Hey, why doesn't The New York Times print when I have a bad day? I'm sick! (sniffle) There seems to be no national outpouring of concern over my health. Humph!

After all, I'm working on scholarship of real importance, not Una and Duessa and mastodons and whatnot ...

(grumble grumble grumble grah...)

SEK

I wrote this post specifically at your request. It's the entertainment you crave! (Though, sadly, it's quite fleeting. But Terminator: The Sarah Connors Chronicles starts in less than an hour! Excitement!)

Jeremy Young

That is simply awesome. The end.

What do I have to do to get the NYT to write that stuff about me?

Mike Russo

If it helps at all, pretty much everyone who's ever been a law student knows who Spencer is, because there's a famous Supreme Court case in which Oliver Wendall Holmes declaims "The Fourteenth Amendment does not enact Mr.

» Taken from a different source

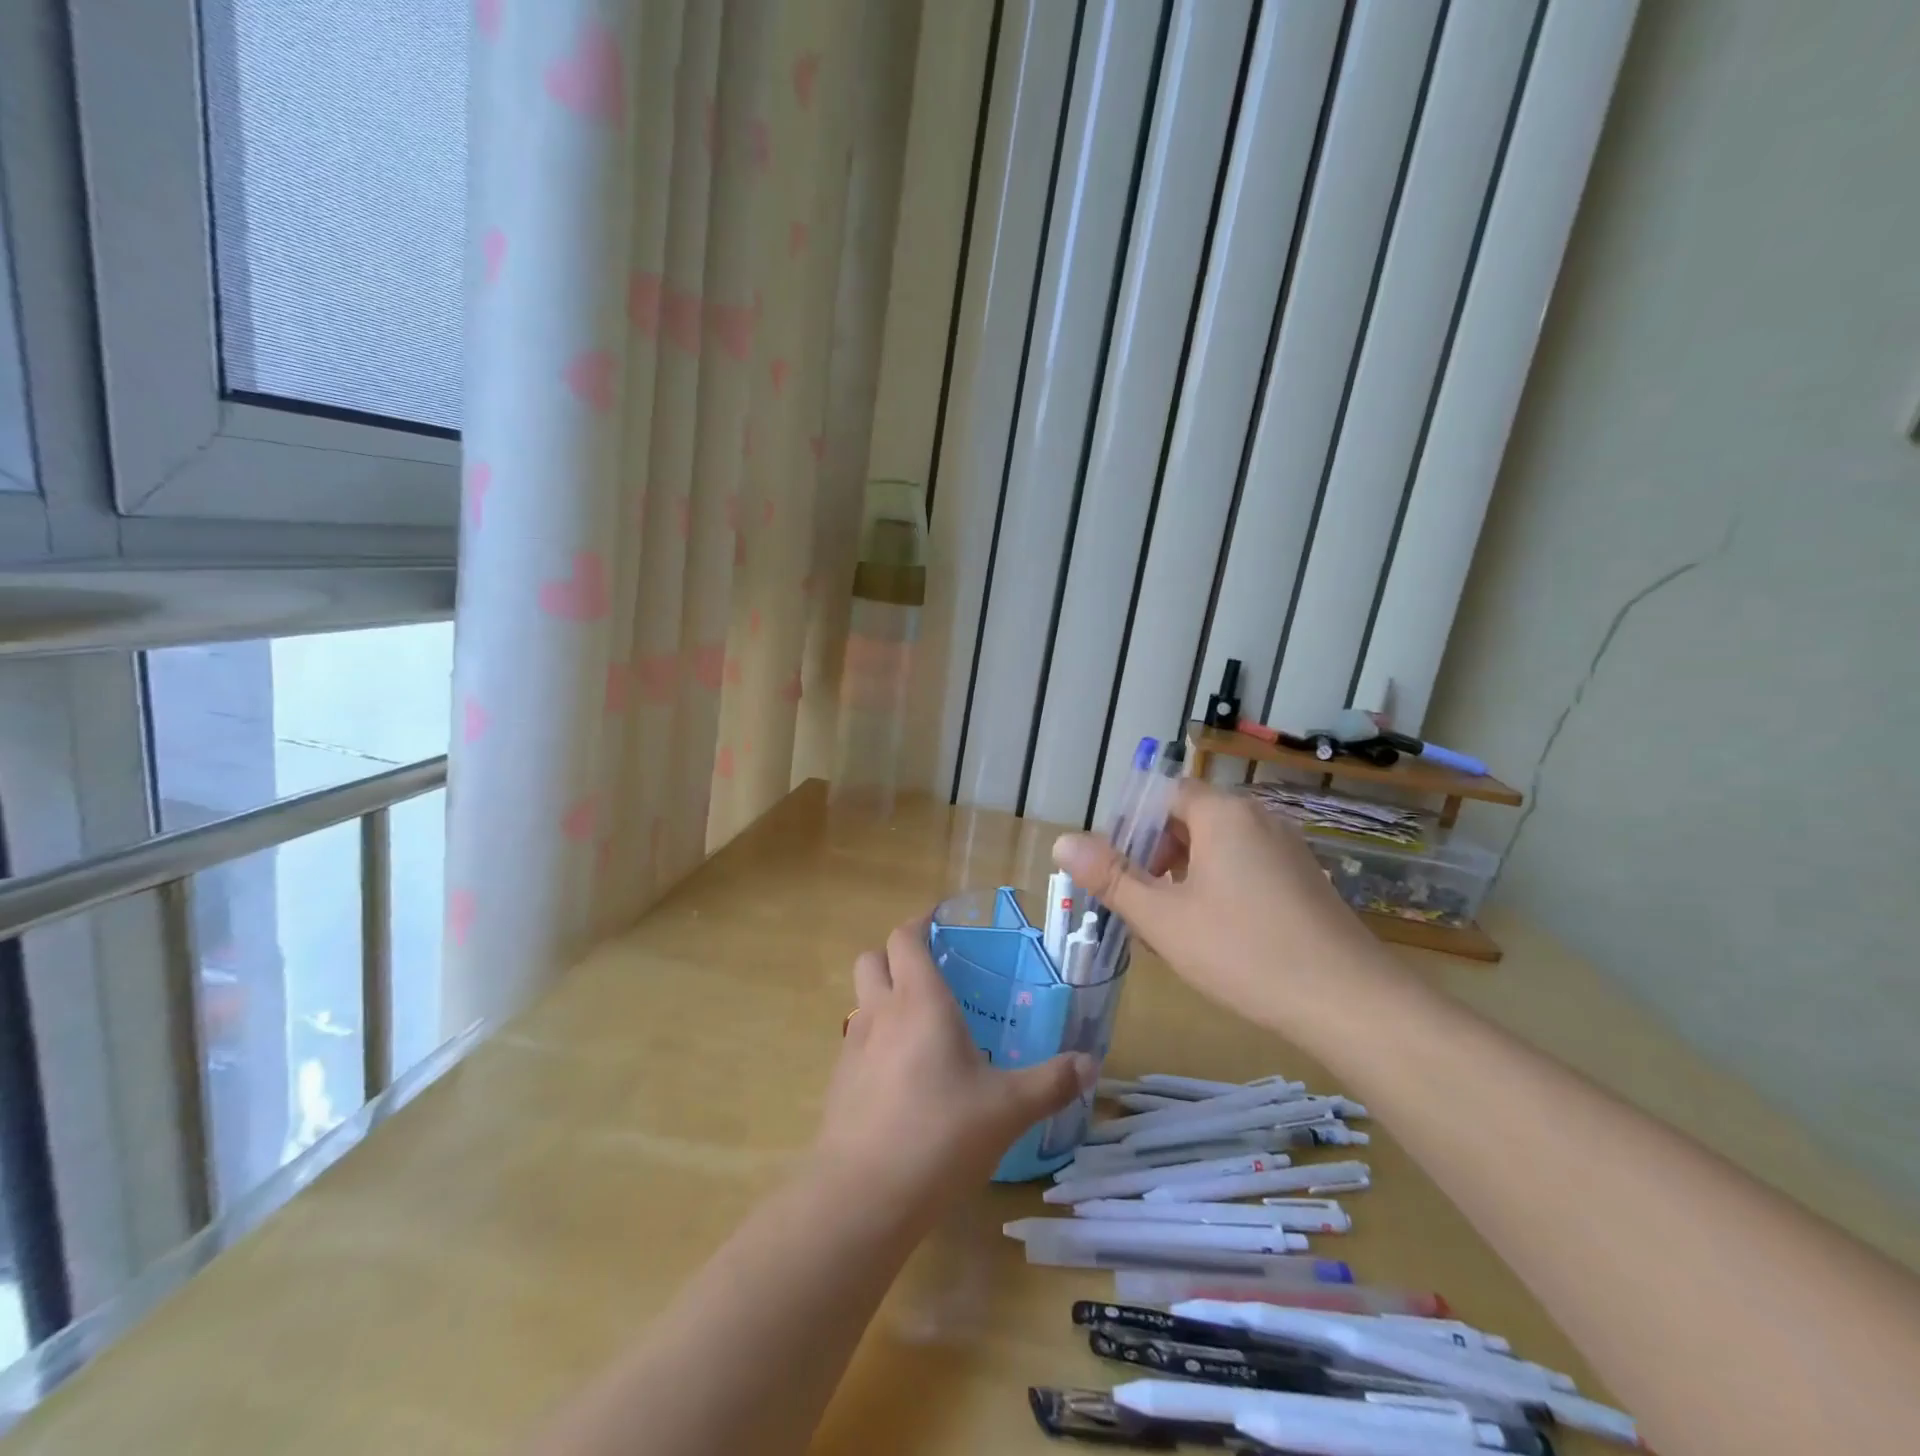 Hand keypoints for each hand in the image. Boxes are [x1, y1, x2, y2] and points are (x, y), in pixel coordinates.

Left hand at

Herbert Spencer's social statics." At which all the students go what the hell is a social static and who's Spencer, and the prof says "social Darwinism," so maybe this isn't a great example in terms of making you feel better, but he does live on in this one surprisingly-derogatory (surprising because I think OWH was amenable to Spencerian thought) reference.

JPool

You know we can't read the NYT bits.

Or I can't.

Grumble.

The_Myth

Oh, and those of us in the social sciences have heard of him. Heck, I think I even read excerpts at some point!

The question from those like me would most likely be "Well, what's Spencer got to do with literature?"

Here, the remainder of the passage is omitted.